____ Data supplied

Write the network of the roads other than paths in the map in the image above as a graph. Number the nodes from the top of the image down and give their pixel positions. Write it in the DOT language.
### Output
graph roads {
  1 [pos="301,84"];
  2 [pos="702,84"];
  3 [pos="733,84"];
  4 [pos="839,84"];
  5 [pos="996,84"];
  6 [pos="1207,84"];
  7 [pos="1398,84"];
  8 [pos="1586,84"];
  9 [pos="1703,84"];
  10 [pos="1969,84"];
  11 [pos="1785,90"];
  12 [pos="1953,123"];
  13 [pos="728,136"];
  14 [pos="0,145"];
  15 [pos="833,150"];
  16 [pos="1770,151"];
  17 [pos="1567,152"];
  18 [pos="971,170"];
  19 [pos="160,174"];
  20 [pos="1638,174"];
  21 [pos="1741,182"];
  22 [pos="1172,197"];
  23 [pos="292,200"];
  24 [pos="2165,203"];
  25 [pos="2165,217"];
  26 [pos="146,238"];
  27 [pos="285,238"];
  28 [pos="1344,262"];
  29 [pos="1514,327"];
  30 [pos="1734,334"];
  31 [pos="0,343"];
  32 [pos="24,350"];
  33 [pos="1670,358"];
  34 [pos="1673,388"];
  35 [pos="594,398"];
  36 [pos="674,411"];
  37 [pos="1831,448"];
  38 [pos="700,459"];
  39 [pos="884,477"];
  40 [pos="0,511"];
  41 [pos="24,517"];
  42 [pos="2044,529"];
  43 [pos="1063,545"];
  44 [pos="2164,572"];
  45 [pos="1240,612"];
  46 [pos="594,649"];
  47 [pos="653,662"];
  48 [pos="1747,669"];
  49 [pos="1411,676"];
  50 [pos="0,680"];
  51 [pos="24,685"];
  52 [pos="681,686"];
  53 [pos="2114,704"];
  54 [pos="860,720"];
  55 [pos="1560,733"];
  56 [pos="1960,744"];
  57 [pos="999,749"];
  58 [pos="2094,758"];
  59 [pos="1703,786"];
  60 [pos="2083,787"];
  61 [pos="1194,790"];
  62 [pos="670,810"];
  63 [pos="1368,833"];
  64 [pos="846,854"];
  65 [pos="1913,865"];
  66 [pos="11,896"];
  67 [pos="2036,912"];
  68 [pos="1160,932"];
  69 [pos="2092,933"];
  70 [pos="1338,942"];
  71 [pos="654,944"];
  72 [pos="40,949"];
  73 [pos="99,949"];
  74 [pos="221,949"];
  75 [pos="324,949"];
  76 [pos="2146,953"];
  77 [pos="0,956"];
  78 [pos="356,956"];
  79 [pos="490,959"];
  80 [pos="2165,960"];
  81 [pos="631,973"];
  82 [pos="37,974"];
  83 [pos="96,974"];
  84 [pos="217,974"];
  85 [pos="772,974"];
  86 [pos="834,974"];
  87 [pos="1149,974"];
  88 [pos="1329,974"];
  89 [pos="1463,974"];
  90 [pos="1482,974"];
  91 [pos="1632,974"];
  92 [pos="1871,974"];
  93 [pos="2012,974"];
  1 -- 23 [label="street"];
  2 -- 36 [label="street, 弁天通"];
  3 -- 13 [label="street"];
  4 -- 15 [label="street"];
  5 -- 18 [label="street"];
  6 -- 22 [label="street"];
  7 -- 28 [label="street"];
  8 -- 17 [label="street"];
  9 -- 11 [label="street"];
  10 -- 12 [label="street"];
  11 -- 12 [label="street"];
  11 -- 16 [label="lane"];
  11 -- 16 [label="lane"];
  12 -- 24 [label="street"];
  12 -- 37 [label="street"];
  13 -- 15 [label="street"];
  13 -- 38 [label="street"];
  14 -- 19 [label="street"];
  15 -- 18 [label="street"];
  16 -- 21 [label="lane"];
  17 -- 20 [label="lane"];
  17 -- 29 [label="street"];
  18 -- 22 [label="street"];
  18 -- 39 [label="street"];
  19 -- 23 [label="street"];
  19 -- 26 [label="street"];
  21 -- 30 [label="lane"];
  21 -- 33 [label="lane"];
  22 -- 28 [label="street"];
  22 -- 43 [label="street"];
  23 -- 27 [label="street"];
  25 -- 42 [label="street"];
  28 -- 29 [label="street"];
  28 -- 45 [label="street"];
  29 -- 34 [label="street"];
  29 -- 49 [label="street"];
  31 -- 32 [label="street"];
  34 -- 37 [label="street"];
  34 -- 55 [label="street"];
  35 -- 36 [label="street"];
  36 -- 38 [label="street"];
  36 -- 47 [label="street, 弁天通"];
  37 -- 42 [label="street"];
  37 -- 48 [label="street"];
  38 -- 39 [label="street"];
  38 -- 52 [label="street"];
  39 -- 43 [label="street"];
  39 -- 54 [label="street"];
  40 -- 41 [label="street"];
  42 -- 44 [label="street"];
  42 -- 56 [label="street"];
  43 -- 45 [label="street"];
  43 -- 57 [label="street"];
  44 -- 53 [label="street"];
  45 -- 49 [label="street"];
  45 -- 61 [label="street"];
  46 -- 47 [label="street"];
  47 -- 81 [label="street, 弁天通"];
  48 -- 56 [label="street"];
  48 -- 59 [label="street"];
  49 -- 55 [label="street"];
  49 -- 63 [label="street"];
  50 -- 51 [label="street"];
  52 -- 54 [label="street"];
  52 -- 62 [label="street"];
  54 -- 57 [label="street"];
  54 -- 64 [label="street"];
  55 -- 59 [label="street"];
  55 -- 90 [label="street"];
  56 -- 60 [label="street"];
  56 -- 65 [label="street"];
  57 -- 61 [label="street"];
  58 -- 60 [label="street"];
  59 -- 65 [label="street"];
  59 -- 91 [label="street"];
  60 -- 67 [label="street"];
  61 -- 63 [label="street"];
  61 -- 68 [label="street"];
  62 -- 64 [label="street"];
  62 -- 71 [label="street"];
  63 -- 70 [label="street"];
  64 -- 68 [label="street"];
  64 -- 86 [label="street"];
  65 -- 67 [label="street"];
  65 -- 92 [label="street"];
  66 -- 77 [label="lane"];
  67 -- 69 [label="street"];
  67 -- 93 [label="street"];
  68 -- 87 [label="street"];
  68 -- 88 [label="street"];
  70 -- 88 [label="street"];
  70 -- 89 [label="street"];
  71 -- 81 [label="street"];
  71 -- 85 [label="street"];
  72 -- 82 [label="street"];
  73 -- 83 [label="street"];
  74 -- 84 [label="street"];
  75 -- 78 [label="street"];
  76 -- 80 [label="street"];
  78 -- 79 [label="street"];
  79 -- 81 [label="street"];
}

________

## Work to complete
Produce a faithful copy of all the material above.

## Task output
Write the network of the roads other than paths in the map in the image above as a graph. Number the nodes from the top of the image down and give their pixel positions. Write it in the DOT language.
### Output
graph roads {
  1 [pos="301,84"];
  2 [pos="702,84"];
  3 [pos="733,84"];
  4 [pos="839,84"];
  5 [pos="996,84"];
  6 [pos="1207,84"];
  7 [pos="1398,84"];
  8 [pos="1586,84"];
  9 [pos="1703,84"];
  10 [pos="1969,84"];
  11 [pos="1785,90"];
  12 [pos="1953,123"];
  13 [pos="728,136"];
  14 [pos="0,145"];
  15 [pos="833,150"];
  16 [pos="1770,151"];
  17 [pos="1567,152"];
  18 [pos="971,170"];
  19 [pos="160,174"];
  20 [pos="1638,174"];
  21 [pos="1741,182"];
  22 [pos="1172,197"];
  23 [pos="292,200"];
  24 [pos="2165,203"];
  25 [pos="2165,217"];
  26 [pos="146,238"];
  27 [pos="285,238"];
  28 [pos="1344,262"];
  29 [pos="1514,327"];
  30 [pos="1734,334"];
  31 [pos="0,343"];
  32 [pos="24,350"];
  33 [pos="1670,358"];
  34 [pos="1673,388"];
  35 [pos="594,398"];
  36 [pos="674,411"];
  37 [pos="1831,448"];
  38 [pos="700,459"];
  39 [pos="884,477"];
  40 [pos="0,511"];
  41 [pos="24,517"];
  42 [pos="2044,529"];
  43 [pos="1063,545"];
  44 [pos="2164,572"];
  45 [pos="1240,612"];
  46 [pos="594,649"];
  47 [pos="653,662"];
  48 [pos="1747,669"];
  49 [pos="1411,676"];
  50 [pos="0,680"];
  51 [pos="24,685"];
  52 [pos="681,686"];
  53 [pos="2114,704"];
  54 [pos="860,720"];
  55 [pos="1560,733"];
  56 [pos="1960,744"];
  57 [pos="999,749"];
  58 [pos="2094,758"];
  59 [pos="1703,786"];
  60 [pos="2083,787"];
  61 [pos="1194,790"];
  62 [pos="670,810"];
  63 [pos="1368,833"];
  64 [pos="846,854"];
  65 [pos="1913,865"];
  66 [pos="11,896"];
  67 [pos="2036,912"];
  68 [pos="1160,932"];
  69 [pos="2092,933"];
  70 [pos="1338,942"];
  71 [pos="654,944"];
  72 [pos="40,949"];
  73 [pos="99,949"];
  74 [pos="221,949"];
  75 [pos="324,949"];
  76 [pos="2146,953"];
  77 [pos="0,956"];
  78 [pos="356,956"];
  79 [pos="490,959"];
  80 [pos="2165,960"];
  81 [pos="631,973"];
  82 [pos="37,974"];
  83 [pos="96,974"];
  84 [pos="217,974"];
  85 [pos="772,974"];
  86 [pos="834,974"];
  87 [pos="1149,974"];
  88 [pos="1329,974"];
  89 [pos="1463,974"];
  90 [pos="1482,974"];
  91 [pos="1632,974"];
  92 [pos="1871,974"];
  93 [pos="2012,974"];
  1 -- 23 [label="street"];
  2 -- 36 [label="street, 弁天通"];
  3 -- 13 [label="street"];
  4 -- 15 [label="street"];
  5 -- 18 [label="street"];
  6 -- 22 [label="street"];
  7 -- 28 [label="street"];
  8 -- 17 [label="street"];
  9 -- 11 [label="street"];
  10 -- 12 [label="street"];
  11 -- 12 [label="street"];
  11 -- 16 [label="lane"];
  11 -- 16 [label="lane"];
  12 -- 24 [label="street"];
  12 -- 37 [label="street"];
  13 -- 15 [label="street"];
  13 -- 38 [label="street"];
  14 -- 19 [label="street"];
  15 -- 18 [label="street"];
  16 -- 21 [label="lane"];
  17 -- 20 [label="lane"];
  17 -- 29 [label="street"];
  18 -- 22 [label="street"];
  18 -- 39 [label="street"];
  19 -- 23 [label="street"];
  19 -- 26 [label="street"];
  21 -- 30 [label="lane"];
  21 -- 33 [label="lane"];
  22 -- 28 [label="street"];
  22 -- 43 [label="street"];
  23 -- 27 [label="street"];
  25 -- 42 [label="street"];
  28 -- 29 [label="street"];
  28 -- 45 [label="street"];
  29 -- 34 [label="street"];
  29 -- 49 [label="street"];
  31 -- 32 [label="street"];
  34 -- 37 [label="street"];
  34 -- 55 [label="street"];
  35 -- 36 [label="street"];
  36 -- 38 [label="street"];
  36 -- 47 [label="street, 弁天通"];
  37 -- 42 [label="street"];
  37 -- 48 [label="street"];
  38 -- 39 [label="street"];
  38 -- 52 [label="street"];
  39 -- 43 [label="street"];
  39 -- 54 [label="street"];
  40 -- 41 [label="street"];
  42 -- 44 [label="street"];
  42 -- 56 [label="street"];
  43 -- 45 [label="street"];
  43 -- 57 [label="street"];
  44 -- 53 [label="street"];
  45 -- 49 [label="street"];
  45 -- 61 [label="street"];
  46 -- 47 [label="street"];
  47 -- 81 [label="street, 弁天通"];
  48 -- 56 [label="street"];
  48 -- 59 [label="street"];
  49 -- 55 [label="street"];
  49 -- 63 [label="street"];
  50 -- 51 [label="street"];
  52 -- 54 [label="street"];
  52 -- 62 [label="street"];
  54 -- 57 [label="street"];
  54 -- 64 [label="street"];
  55 -- 59 [label="street"];
  55 -- 90 [label="street"];
  56 -- 60 [label="street"];
  56 -- 65 [label="street"];
  57 -- 61 [label="street"];
  58 -- 60 [label="street"];
  59 -- 65 [label="street"];
  59 -- 91 [label="street"];
  60 -- 67 [label="street"];
  61 -- 63 [label="street"];
  61 -- 68 [label="street"];
  62 -- 64 [label="street"];
  62 -- 71 [label="street"];
  63 -- 70 [label="street"];
  64 -- 68 [label="street"];
  64 -- 86 [label="street"];
  65 -- 67 [label="street"];
  65 -- 92 [label="street"];
  66 -- 77 [label="lane"];
  67 -- 69 [label="street"];
  67 -- 93 [label="street"];
  68 -- 87 [label="street"];
  68 -- 88 [label="street"];
  70 -- 88 [label="street"];
  70 -- 89 [label="street"];
  71 -- 81 [label="street"];
  71 -- 85 [label="street"];
  72 -- 82 [label="street"];
  73 -- 83 [label="street"];
  74 -- 84 [label="street"];
  75 -- 78 [label="street"];
  76 -- 80 [label="street"];
  78 -- 79 [label="street"];
  79 -- 81 [label="street"];
}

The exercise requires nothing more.